Our appointment with Silas’s endocrinologist went well the other day. I really like when all of us can be together for Silas’s appointments, and since Ryan was off from work Friday, we all got to drive to the hospital together. Maybe it’s more of me running over the list of thoughts I have before going in to an appointment, but Ryan and I get to recap what questions we should ask, what we think the outcome of the appointment will be and reassure ourselves that things will ultimately go the way they are supposed to, and if they don’t, we aren’t afraid to be persistent about the “why’s” and “how’s.” Otherwise, I am just talking out loud to myself the whole drive there, and that’s no fun.

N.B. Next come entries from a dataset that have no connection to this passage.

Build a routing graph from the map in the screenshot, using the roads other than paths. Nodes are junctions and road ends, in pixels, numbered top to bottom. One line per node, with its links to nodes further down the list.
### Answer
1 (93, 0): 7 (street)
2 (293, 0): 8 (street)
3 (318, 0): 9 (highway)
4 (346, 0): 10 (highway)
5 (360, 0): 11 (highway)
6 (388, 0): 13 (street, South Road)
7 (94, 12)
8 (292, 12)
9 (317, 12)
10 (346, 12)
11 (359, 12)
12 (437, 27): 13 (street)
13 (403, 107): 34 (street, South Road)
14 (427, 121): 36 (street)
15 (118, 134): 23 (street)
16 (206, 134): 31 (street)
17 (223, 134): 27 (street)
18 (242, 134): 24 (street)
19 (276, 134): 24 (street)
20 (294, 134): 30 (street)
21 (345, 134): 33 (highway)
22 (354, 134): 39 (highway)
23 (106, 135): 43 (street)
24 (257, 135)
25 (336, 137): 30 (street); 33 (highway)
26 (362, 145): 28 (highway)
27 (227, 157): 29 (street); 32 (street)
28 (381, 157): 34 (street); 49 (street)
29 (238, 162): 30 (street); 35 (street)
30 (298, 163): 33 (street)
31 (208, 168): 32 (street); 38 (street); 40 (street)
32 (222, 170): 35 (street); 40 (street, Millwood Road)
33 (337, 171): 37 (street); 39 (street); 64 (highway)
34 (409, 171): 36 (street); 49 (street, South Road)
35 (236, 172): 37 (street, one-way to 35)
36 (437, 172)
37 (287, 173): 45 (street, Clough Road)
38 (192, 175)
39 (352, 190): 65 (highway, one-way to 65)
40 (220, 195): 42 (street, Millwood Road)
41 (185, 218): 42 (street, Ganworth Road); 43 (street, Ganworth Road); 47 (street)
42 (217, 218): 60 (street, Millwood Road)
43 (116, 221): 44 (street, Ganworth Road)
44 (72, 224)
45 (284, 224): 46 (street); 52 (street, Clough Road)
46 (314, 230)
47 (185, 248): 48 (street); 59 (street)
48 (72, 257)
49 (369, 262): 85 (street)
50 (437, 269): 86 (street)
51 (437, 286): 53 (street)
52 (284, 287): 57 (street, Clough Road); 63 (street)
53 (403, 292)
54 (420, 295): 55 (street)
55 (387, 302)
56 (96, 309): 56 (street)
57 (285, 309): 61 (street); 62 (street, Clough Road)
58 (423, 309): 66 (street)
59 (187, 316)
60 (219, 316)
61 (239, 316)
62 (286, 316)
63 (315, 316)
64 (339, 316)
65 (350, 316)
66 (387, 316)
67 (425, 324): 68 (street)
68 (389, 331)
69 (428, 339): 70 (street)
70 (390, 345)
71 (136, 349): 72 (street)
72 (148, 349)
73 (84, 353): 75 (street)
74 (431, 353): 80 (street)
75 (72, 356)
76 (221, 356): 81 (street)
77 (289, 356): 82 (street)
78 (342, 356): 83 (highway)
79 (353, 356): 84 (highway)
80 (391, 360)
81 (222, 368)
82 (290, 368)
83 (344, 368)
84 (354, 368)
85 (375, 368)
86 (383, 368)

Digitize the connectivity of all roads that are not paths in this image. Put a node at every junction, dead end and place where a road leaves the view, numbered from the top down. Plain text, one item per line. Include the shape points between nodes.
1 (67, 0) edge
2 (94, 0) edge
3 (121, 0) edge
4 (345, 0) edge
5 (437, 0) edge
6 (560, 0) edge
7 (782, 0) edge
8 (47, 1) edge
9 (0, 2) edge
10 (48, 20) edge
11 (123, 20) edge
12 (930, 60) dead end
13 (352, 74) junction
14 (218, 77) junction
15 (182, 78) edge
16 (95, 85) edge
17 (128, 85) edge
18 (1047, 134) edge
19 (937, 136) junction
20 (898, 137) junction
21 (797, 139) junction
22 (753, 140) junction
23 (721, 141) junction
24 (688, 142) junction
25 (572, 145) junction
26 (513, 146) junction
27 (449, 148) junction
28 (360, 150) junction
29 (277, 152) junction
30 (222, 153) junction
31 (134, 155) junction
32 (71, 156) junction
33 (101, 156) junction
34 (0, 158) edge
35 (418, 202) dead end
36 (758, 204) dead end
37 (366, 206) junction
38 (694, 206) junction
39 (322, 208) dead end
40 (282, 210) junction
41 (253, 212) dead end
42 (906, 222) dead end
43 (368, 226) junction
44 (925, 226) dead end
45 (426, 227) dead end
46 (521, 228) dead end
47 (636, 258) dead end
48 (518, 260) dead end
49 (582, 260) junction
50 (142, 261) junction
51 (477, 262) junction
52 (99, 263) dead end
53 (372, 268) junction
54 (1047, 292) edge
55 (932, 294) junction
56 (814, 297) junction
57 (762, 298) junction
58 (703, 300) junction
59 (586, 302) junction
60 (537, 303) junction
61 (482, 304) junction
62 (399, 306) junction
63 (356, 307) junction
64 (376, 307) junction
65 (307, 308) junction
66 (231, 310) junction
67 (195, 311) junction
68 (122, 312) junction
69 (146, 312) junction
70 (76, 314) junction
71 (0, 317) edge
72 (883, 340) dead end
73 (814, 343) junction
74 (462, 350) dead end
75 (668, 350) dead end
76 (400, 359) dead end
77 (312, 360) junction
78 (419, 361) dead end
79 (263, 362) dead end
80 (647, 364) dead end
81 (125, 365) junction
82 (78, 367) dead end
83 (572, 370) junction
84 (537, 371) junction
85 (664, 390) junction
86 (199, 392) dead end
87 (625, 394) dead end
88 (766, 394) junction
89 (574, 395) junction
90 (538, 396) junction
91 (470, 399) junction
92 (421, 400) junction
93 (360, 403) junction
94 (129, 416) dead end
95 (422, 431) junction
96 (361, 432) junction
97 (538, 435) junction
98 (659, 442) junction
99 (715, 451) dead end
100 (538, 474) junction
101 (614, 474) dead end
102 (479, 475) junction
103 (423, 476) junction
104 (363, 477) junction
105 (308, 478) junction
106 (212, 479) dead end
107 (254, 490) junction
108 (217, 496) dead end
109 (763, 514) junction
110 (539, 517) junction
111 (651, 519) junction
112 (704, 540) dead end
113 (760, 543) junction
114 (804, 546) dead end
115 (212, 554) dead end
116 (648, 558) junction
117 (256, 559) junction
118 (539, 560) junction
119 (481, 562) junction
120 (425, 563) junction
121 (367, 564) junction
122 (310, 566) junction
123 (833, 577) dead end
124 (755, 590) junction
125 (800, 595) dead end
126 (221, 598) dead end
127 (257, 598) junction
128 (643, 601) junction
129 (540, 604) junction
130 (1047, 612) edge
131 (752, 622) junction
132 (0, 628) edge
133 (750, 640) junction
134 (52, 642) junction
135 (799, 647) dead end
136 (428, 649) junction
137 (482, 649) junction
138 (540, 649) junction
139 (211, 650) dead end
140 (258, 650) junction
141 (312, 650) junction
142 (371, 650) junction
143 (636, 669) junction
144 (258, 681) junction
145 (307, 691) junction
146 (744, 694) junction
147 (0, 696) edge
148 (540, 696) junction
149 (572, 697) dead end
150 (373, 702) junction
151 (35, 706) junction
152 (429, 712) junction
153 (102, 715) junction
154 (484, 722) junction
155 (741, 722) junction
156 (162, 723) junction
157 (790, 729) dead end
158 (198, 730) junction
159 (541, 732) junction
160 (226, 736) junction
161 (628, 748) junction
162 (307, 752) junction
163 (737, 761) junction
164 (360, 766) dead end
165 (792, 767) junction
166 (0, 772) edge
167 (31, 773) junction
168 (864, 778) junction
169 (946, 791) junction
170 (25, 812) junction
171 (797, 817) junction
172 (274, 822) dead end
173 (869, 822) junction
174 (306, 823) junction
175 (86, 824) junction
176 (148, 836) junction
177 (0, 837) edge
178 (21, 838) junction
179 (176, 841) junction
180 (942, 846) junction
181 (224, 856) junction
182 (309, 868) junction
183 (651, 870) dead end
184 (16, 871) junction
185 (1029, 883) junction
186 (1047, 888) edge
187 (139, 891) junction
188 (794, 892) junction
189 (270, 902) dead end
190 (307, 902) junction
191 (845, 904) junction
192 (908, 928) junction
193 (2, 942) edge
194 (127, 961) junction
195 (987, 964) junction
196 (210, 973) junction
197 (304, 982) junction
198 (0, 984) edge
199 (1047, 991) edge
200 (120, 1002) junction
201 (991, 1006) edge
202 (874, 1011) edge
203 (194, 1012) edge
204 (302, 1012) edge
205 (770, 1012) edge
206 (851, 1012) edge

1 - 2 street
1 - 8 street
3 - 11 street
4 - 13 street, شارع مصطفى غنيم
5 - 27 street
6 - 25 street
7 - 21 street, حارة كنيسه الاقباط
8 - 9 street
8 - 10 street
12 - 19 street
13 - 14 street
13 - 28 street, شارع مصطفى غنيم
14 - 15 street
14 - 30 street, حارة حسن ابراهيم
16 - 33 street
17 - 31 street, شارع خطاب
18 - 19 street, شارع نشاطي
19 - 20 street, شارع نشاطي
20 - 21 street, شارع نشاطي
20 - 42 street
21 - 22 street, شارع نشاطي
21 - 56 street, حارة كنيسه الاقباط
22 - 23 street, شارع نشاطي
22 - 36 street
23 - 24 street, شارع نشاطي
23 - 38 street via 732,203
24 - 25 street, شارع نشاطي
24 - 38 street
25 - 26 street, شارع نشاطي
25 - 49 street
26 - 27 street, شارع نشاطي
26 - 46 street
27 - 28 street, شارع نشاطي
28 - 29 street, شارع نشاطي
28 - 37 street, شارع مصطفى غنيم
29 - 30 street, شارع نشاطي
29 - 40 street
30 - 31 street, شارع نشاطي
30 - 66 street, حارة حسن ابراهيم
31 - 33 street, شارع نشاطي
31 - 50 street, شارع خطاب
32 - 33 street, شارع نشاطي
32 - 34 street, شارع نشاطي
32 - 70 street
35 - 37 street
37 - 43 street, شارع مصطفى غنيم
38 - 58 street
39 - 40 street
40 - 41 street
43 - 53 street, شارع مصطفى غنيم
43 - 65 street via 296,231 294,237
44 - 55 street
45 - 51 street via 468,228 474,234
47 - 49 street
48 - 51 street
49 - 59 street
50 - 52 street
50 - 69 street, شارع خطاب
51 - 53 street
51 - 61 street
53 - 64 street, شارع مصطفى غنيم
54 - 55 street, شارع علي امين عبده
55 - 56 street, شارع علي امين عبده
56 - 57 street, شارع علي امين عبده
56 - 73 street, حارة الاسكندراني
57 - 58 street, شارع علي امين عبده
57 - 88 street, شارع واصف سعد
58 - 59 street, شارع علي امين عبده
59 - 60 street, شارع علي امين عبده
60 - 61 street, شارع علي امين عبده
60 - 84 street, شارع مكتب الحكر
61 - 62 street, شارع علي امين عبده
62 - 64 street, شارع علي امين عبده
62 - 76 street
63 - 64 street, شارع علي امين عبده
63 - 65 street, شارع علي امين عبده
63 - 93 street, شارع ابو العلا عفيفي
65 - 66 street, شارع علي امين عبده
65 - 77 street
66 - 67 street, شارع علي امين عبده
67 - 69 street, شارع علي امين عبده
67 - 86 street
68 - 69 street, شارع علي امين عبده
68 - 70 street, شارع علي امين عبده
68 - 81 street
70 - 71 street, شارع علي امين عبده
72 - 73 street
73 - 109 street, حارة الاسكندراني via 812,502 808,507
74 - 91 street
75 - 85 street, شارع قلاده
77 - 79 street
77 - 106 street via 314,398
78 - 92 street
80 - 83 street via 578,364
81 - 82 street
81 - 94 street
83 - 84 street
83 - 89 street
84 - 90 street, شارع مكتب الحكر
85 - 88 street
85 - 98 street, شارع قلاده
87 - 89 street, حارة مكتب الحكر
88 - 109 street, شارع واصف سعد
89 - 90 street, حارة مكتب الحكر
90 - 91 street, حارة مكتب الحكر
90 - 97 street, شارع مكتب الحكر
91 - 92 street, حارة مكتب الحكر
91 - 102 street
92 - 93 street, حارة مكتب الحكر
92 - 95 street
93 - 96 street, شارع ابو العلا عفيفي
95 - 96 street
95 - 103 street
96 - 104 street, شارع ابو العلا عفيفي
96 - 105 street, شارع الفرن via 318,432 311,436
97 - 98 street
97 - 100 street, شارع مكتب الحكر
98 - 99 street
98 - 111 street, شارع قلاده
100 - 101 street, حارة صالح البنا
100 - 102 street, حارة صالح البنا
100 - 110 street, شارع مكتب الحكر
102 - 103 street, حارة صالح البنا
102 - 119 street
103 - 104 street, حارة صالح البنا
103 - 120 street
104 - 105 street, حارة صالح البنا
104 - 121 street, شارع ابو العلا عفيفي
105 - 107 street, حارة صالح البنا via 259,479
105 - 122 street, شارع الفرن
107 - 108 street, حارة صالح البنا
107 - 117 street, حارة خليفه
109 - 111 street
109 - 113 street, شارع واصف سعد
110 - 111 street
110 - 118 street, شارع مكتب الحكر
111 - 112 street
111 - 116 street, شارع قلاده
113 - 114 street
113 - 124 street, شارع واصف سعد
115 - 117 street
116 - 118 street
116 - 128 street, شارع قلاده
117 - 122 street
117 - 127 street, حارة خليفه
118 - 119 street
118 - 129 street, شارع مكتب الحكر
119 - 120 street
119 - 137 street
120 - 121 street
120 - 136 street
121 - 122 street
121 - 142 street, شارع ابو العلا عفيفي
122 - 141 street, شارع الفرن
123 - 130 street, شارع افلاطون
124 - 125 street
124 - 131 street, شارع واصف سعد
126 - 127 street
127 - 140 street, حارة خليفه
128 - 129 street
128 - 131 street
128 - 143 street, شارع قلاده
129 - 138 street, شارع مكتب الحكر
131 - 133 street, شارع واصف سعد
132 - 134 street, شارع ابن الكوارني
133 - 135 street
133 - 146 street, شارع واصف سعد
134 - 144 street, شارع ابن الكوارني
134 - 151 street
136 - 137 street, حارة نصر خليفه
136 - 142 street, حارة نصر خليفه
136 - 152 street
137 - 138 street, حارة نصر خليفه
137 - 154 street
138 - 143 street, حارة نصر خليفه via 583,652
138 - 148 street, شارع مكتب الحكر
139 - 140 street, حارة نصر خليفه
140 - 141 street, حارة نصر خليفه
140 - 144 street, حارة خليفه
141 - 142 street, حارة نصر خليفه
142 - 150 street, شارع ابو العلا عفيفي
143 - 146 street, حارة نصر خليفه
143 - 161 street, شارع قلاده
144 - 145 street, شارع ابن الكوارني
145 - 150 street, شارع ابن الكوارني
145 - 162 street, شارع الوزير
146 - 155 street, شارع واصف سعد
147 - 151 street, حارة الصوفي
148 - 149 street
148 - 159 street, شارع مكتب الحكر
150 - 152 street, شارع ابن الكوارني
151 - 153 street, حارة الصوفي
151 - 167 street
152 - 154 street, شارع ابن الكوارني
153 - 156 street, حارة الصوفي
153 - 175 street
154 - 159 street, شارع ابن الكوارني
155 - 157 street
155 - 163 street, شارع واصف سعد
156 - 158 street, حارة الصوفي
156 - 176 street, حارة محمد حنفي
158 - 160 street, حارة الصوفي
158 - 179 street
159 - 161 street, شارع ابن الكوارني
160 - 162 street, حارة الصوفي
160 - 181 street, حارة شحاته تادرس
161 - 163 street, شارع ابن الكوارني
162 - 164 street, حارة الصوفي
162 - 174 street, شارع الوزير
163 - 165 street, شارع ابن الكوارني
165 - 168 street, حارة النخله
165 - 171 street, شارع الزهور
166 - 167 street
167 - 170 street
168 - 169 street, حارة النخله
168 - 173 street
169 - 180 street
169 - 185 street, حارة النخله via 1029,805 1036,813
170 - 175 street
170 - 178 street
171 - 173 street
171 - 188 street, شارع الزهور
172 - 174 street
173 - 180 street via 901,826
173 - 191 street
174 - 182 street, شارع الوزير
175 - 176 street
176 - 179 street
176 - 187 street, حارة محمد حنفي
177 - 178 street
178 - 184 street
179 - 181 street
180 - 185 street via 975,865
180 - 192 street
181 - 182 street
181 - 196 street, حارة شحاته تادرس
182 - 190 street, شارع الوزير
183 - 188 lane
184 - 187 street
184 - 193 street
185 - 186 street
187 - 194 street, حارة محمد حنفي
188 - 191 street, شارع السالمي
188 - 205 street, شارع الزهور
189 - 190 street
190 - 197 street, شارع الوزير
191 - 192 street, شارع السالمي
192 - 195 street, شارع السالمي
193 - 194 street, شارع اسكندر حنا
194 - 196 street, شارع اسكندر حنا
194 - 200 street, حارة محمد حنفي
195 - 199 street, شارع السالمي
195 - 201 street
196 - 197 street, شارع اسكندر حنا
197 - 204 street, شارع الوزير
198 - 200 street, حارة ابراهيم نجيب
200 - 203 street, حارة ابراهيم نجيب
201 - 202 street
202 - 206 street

Silas gets weighed and his height is checked at each appointment, but this one was very important for him in making sure it was the most accurate it could be. The good news was that he has gained some weight and grown a little taller since January when we last saw his doctor, about an inch and a pound. It wasn’t much, but it indicated that Silas isn’t growth hormone deficient, which is wonderful. Even though he isn’t deficient, he was right on the border of deficiency with how low his growth hormone levels were at the beginning of the year. We had labs drawn last week but they still were not back yet, so we are waiting on his doctor to let us know the results of that test sometime in the next week or so. In January, he was in the .05 percentile for his height and weight. Despite his growth since then, he has fallen further off of the growth chart with his growth being in the .01 percentile. Although he is a much smaller guy than is anticipated for an almost-3-year old, he is following his own growth curve and maintaining that, which is good.
After meeting with his doctor, we had a bunch of questions. Mostly about growth hormone therapy, if it seemed necessary, the pros and cons, and what we would do about it with his surgeries coming up. His doctor said that if it weren’t for his upcoming surgeries in the next 6 months or so, we would probably be starting him on growth hormone shots by his birthday in November. These are daily injections of growth hormone that he would get until he is about the age of 16 to 18 years old, whenever he stops growing. She doesn’t feel that the shots are worth doing at the time since he has so much going on, and still isn’t quite sure that his mild strides in growth aren’t due to either his sleep apnea or his heart issues, etc. So we are going to see her again next summer, after all of his surgeries are out of the way, to reevaluate the plan for growth hormone therapy. She said there is a possibility he may not need them at that time, but that it is very probable he will. CHARGE syndrome and low growth hormone or growth hormone deficiency is common, and that could be the case with Silas as far as why his levels are so low. Daily injections is not sounding like a whole lot of fun, but if it ends up being necessary then that is the route we will take. And that is a bridge we will cross once we get there.
On the drive home, Ryan and I talked about the appointment together, and agreed that not much was said that we weren’t already expecting. I am really glad we have each other as a team. I don’t know how I would manage this life without him.